This is nuts. BB doesn't know the value, but they're worth more than the market is offering, so we'll just guess, and hope everything works out in the end.

I guess hope IS a plan now.

Nostrovia,

mop up time. schumer coming back to ask one more

Dole: how do you find unbiased asset managers? Rooster int he hen house or whatveer they call it

ades writes:
ac writes:
From the way this is going: the Paulson plan is dead. It's all about the Dodd Plan.

Hey! I wrote that! Now I agree that ac posts far more influential and important data on CR, but give us little guys a little credit once in a while!!!!

Smile

YTL

frank, if the Tsy is not going to hold to maturity, but says they will sell, then where is the lack of liquidity

So, for all the turmoil and hullabaloo going on, the markets sure are trading on low volume eh? Whats up with that?

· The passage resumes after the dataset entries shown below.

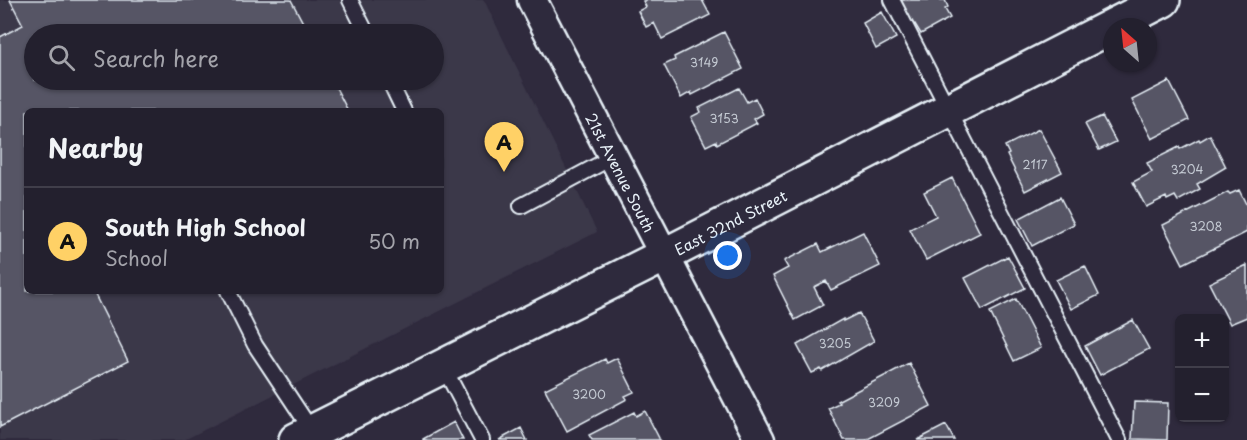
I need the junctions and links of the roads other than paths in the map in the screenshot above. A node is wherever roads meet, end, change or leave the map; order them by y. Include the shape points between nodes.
1 (350, 0) edge
2 (532, 0) edge
3 (892, 0) edge
4 (1162, 0) edge
5 (362, 24) edge
6 (394, 90) edge
7 (403, 108) edge
8 (948, 109) junction
9 (613, 157) junction
10 (521, 206) dead end
11 (665, 255) junction
12 (230, 294) edge
13 (443, 366) junction
14 (304, 436) edge
15 (482, 440) edge
16 (760, 440) edge
17 (1119, 440) edge

1 - 5 lane
2 - 9 street, 21st Avenue South
3 - 8 lane
4 - 8 street, East 32nd Street
6 - 7 lane
8 - 11 street, East 32nd Street
8 - 17 lane
9 - 10 lane
9 - 11 street, 21st Avenue South
11 - 13 street, East 32nd Street
11 - 16 street, 21st Avenue South
12 - 14 lane
13 - 14 street, East 32nd Street
13 - 15 lane

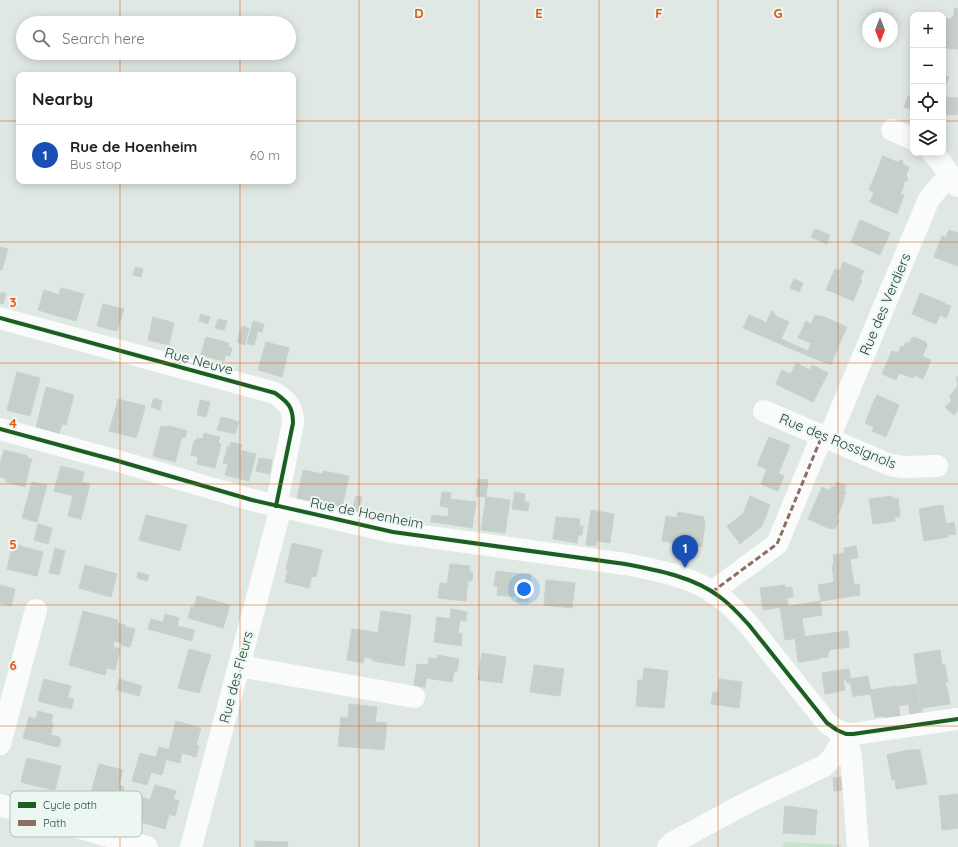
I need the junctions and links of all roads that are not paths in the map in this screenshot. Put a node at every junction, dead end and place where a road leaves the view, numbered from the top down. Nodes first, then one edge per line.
1 (892, 130) dead end
2 (910, 138) edge
3 (934, 156) edge
4 (955, 181) edge
5 (0, 318) edge
6 (764, 411) dead end
7 (0, 429) edge
8 (825, 437) junction
9 (936, 466) dead end
10 (278, 506) junction
11 (712, 592) junction
12 (36, 610) dead end
13 (239, 666) junction
14 (414, 697) dead end
15 (958, 719) edge
16 (846, 734) junction
17 (0, 744) edge
18 (0, 805) edge
19 (10, 808) edge
20 (112, 837) edge
21 (147, 847) edge
22 (190, 847) edge
23 (668, 847) edge
24 (858, 847) edge

1 - 2 street
3 - 4 street
4 - 8 street, Rue des Verdiers
5 - 10 street, Rue Neuve
6 - 8 street, Rue des Rossignols
7 - 10 street, Rue de Hoenheim
8 - 9 street, Rue des Rossignols
8 - 11 street, Rue des Verdiers
10 - 11 street, Rue de Hoenheim
10 - 13 street, Rue des Fleurs
11 - 16 street, Rue de Hoenheim
12 - 17 street
13 - 14 street
13 - 22 street, Rue des Fleurs
15 - 16 street
16 - 23 street
16 - 24 street
18 - 19 street
20 - 21 street

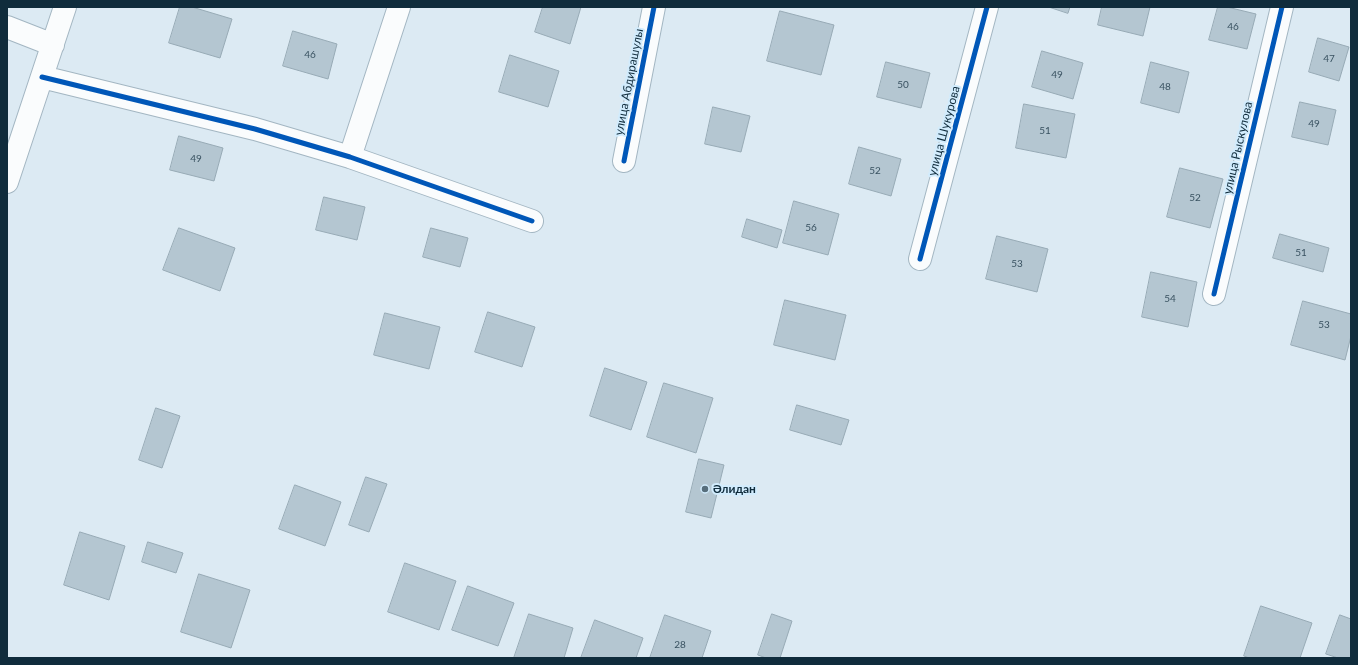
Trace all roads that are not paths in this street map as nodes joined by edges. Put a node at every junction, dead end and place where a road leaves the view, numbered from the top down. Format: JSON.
{"nodes":[{"id":1,"x":65,"y":7,"type":"edge"},
{"id":2,"x":399,"y":7,"type":"edge"},
{"id":3,"x":654,"y":7,"type":"edge"},
{"id":4,"x":987,"y":7,"type":"edge"},
{"id":5,"x":1282,"y":7,"type":"edge"},
{"id":6,"x":7,"y":27,"type":"edge"},
{"id":7,"x":53,"y":45,"type":"junction"},
{"id":8,"x":42,"y":77,"type":"junction"},
{"id":9,"x":350,"y":157,"type":"junction"},
{"id":10,"x":624,"y":161,"type":"dead end"},
{"id":11,"x":7,"y":182,"type":"edge"},
{"id":12,"x":532,"y":221,"type":"dead end"},
{"id":13,"x":920,"y":259,"type":"dead end"},
{"id":14,"x":1214,"y":294,"type":"dead end"}],
"edges":[{"from":1,"to":7,"type":"street"},
{"from":2,"to":9,"type":"street"},
{"from":3,"to":10,"type":"street","name":"улица Абдирашулы"},
{"from":4,"to":13,"type":"street","name":"улица Шукурова"},
{"from":5,"to":14,"type":"street","name":"улица Рыскулова"},
{"from":6,"to":7,"type":"street"},
{"from":7,"to":8,"type":"street"},
{"from":8,"to":9,"type":"street"},
{"from":8,"to":11,"type":"street"},
{"from":9,"to":12,"type":"street"}]}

paulson plan died over the weekend,

we're talking Frank/Dodd now.

How much above minimum wage the CEOs should get isn't the most important issue, but it sure sends a good message!

Paulson is not willingn to admit that the fire sale prices reflect probable value (and quite likely even less).

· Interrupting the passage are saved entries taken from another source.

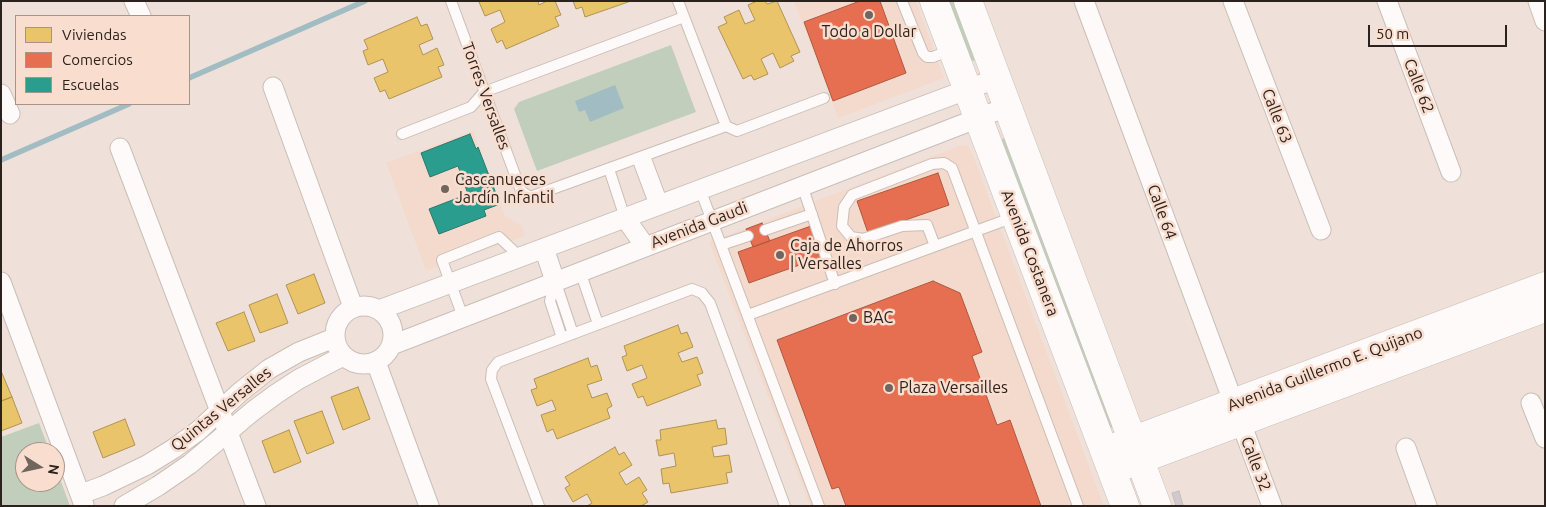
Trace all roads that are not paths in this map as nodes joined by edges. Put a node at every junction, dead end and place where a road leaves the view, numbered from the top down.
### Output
1 (134, 1) edge
2 (451, 1) edge
3 (678, 1) edge
4 (902, 1) edge
5 (934, 1) edge
6 (968, 1) edge
7 (1084, 1) edge
8 (1233, 1) edge
9 (1387, 1) edge
10 (1538, 1) edge
11 (141, 15) edge
12 (684, 17) junction
13 (1545, 21) edge
14 (953, 50) junction
15 (998, 78) junction
16 (273, 86) dead end
17 (968, 89) junction
18 (484, 92) junction
19 (1, 94) edge
20 (824, 98) dead end
21 (1007, 107) junction
22 (10, 114) dead end
23 (979, 117) junction
24 (726, 126) junction
25 (402, 134) dead end
26 (120, 148) dead end
27 (641, 157) junction
28 (609, 169) junction
29 (1451, 172) dead end
30 (802, 185) junction
31 (700, 189) junction
32 (659, 205) junction
33 (812, 214) junction
34 (1016, 216) junction
35 (625, 218) junction
36 (712, 220) junction
37 (765, 230) dead end
38 (1321, 230) dead end
39 (976, 231) junction
40 (748, 236) dead end
41 (721, 245) junction
42 (644, 246) junction
43 (935, 246) junction
44 (544, 248) junction
45 (520, 257) junction
46 (580, 271) junction
47 (555, 281) junction
48 (1, 282) edge
49 (450, 283) junction
50 (835, 284) junction
51 (1545, 286) edge
52 (353, 307) junction
53 (1545, 308) edge
54 (383, 314) junction
55 (748, 315) junction
56 (463, 317) junction
57 (598, 324) junction
58 (573, 334) junction
59 (334, 338) junction
60 (562, 338) junction
61 (392, 345) junction
62 (343, 356) junction
63 (376, 362) junction
64 (1531, 403) dead end
65 (220, 412) junction
66 (1236, 413) junction
67 (228, 433) junction
68 (1545, 438) edge
69 (1406, 448) dead end
70 (1137, 450) junction
71 (1108, 461) junction
72 (83, 500) edge
73 (124, 506) edge
74 (256, 506) edge
75 (429, 506) edge
76 (539, 506) edge
77 (785, 506) edge
78 (819, 506) edge
79 (1078, 506) edge
80 (1125, 506) edge
81 (1157, 506) edge
82 (1272, 506) edge
83 (1427, 506) edge

1 - 11 street
2 - 18 lane, Torres Versalles
3 - 12 lane
4 - 14 lane
5 - 14 street, Avenida Costanera
6 - 15 street, Avenida Costanera
7 - 66 street, Calle 64
8 - 38 street, Calle 63
9 - 29 street, Calle 62
10 - 13 street
12 - 18 lane
12 - 24 lane
14 - 17 street, Avenida Costanera
15 - 17 street, Avenida Gaudi
15 - 21 street, Avenida Costanera
16 - 52 street
17 - 23 street, Avenida Costanera
17 - 31 street, Avenida Gaudi
18 - 25 lane
18 - 28 lane, Torres Versalles
19 - 22 street
20 - 24 lane
21 - 23 street, Avenida Gaudi
21 - 70 street, Avenida Costanera
23 - 30 street, Avenida Gaudi
23 - 34 street, Avenida Costanera
24 - 27 lane
26 - 65 street
27 - 28 lane
27 - 32 lane
28 - 35 lane
30 - 33 lane
30 - 36 street, Avenida Gaudi
31 - 32 street, Avenida Gaudi
31 - 36 lane
32 - 35 street, Avenida Gaudi
33 - 37 lane
33 - 50 lane
34 - 39 lane
34 - 71 street, Avenida Costanera
35 - 42 street
35 - 44 street, Avenida Gaudi
36 - 41 lane
36 - 42 street, Avenida Gaudi
39 - 43 lane
39 - 43 lane
39 - 79 lane
40 - 41 lane
41 - 55 lane
42 - 46 street, Avenida Gaudi
43 - 50 lane
44 - 45 street, Avenida Gaudi
44 - 47 street
45 - 49 street, Avenida Gaudi
45 - 49 lane
46 - 47 street, Avenida Gaudi
46 - 57 lane
47 - 56 street, Avenida Gaudi
47 - 58 lane
47 - 60 lane
48 - 72 street
49 - 54 street, Avenida Gaudi
49 - 56 lane
50 - 55 lane
51 - 66 street, Avenida Guillermo E. Quijano
52 - 54 street
52 - 59 street
53 - 66 street, Avenida Guillermo E. Quijano
54 - 61 street
55 - 78 lane
56 - 61 street, Avenida Gaudi
57 - 58 lane
57 - 77 lane
58 - 60 lane
59 - 62 street
59 - 65 street, Quintas Versalles
60 - 76 lane
61 - 63 street
62 - 63 street
62 - 67 street, Quintas Versalles
63 - 75 street
64 - 68 street
65 - 67 street
65 - 72 street, Quintas Versalles
66 - 70 street, Avenida Guillermo E. Quijano
66 - 82 street, Calle 32
67 - 73 street, Quintas Versalles
67 - 74 street
69 - 83 street
70 - 71 street, Avenida Guillermo E. Quijano
70 - 81 street, Avenida Costanera
71 - 80 street, Avenida Costanera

This is taxpayer recapitalization of the banks without any upside whatsoever, hidden under some voodoo economics.

Take this problem out of the hands of Paulson/Treasury. Let someone with a clue and some honesty manage this.

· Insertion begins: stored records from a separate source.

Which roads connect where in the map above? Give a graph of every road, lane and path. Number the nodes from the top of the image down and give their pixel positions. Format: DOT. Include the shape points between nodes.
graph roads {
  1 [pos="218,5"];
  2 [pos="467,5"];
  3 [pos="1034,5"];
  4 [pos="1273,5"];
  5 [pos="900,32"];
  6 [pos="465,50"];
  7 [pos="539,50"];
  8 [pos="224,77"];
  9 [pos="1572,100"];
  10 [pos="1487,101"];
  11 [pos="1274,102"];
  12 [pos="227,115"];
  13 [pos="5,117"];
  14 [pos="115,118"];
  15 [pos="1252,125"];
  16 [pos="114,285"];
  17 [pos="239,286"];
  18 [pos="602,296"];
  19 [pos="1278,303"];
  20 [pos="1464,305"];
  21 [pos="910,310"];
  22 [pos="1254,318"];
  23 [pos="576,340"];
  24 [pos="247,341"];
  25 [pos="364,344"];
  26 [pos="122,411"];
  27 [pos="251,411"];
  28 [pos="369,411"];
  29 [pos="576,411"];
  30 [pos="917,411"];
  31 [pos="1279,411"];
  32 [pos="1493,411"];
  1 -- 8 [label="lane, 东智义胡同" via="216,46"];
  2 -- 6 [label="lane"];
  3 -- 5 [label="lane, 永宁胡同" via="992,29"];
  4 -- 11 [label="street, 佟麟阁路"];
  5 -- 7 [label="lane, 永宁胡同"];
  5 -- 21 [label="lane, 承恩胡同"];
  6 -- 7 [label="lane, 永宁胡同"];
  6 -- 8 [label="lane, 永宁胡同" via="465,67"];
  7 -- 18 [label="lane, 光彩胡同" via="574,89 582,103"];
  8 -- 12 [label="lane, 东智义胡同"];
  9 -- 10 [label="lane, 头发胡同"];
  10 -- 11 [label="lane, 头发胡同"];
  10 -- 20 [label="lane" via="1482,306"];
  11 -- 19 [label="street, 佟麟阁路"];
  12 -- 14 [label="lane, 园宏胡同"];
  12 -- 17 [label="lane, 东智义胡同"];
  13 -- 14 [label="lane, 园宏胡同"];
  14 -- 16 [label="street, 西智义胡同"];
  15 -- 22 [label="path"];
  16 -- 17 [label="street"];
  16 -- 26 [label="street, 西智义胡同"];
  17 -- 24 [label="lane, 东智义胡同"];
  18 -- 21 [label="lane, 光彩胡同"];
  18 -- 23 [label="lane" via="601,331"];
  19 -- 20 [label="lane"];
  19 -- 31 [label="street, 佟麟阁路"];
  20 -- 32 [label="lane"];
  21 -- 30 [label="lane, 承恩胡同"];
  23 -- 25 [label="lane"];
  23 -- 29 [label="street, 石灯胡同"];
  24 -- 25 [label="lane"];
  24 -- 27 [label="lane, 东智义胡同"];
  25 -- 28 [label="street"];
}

  • mark all assets to market as required - in 60 days.
  • no market? then FAIL.
  • choice for banks; bankruptcy or recapitalization on taxpayers terms.

hank "we have to go"

STFU and sit down.

....

That ends it! At least they brought up Section 8.

After today's hearing I know that this will not be rammed down our throats this week.

NoVA

no, I didn't ask. I did ask whether they were getting a lot of calls. Both offices said yes and neither could recall anyone IN FAVOR of bailout.

lets' talk cramdowns!

Oversight. Like what oversight exactly ? Can a czar make the decision to squash a sale on the grounds that the prices are too high for a given transaction?

Nemo,
You need to have a version of this index as "hourly adjusted" to reflect when people have time to log onto the internet, cause clearly in the middle of the night you'll have very little even if something really bad happens. I am sure there is some institutions that have internet usage statistics.

BTW this is all about trying to reflate the economy, the idea being that this appeared to have worked in 1933.

However I would argue that timing is a major issue here. I.E. reflating in 1933 may have worked since all the trash had been dumped out of the economy, but attempting to reflate in 1930 might have led to a disastrous resurgence of precisely the problems that lead to 1929.

I think everybody's trying to be the next FDR not realizing how important his timing was. If FDR had been elected president in 1928, he might have been hated every bit as much as Hoover was.

thats a wrap folks.

....

Shelby of Alabama made a lot of sense.

Dodd - Secy can't go to House, then Senate. No, we're going to gang up on your ass and we're all going to tell you what it is going to be.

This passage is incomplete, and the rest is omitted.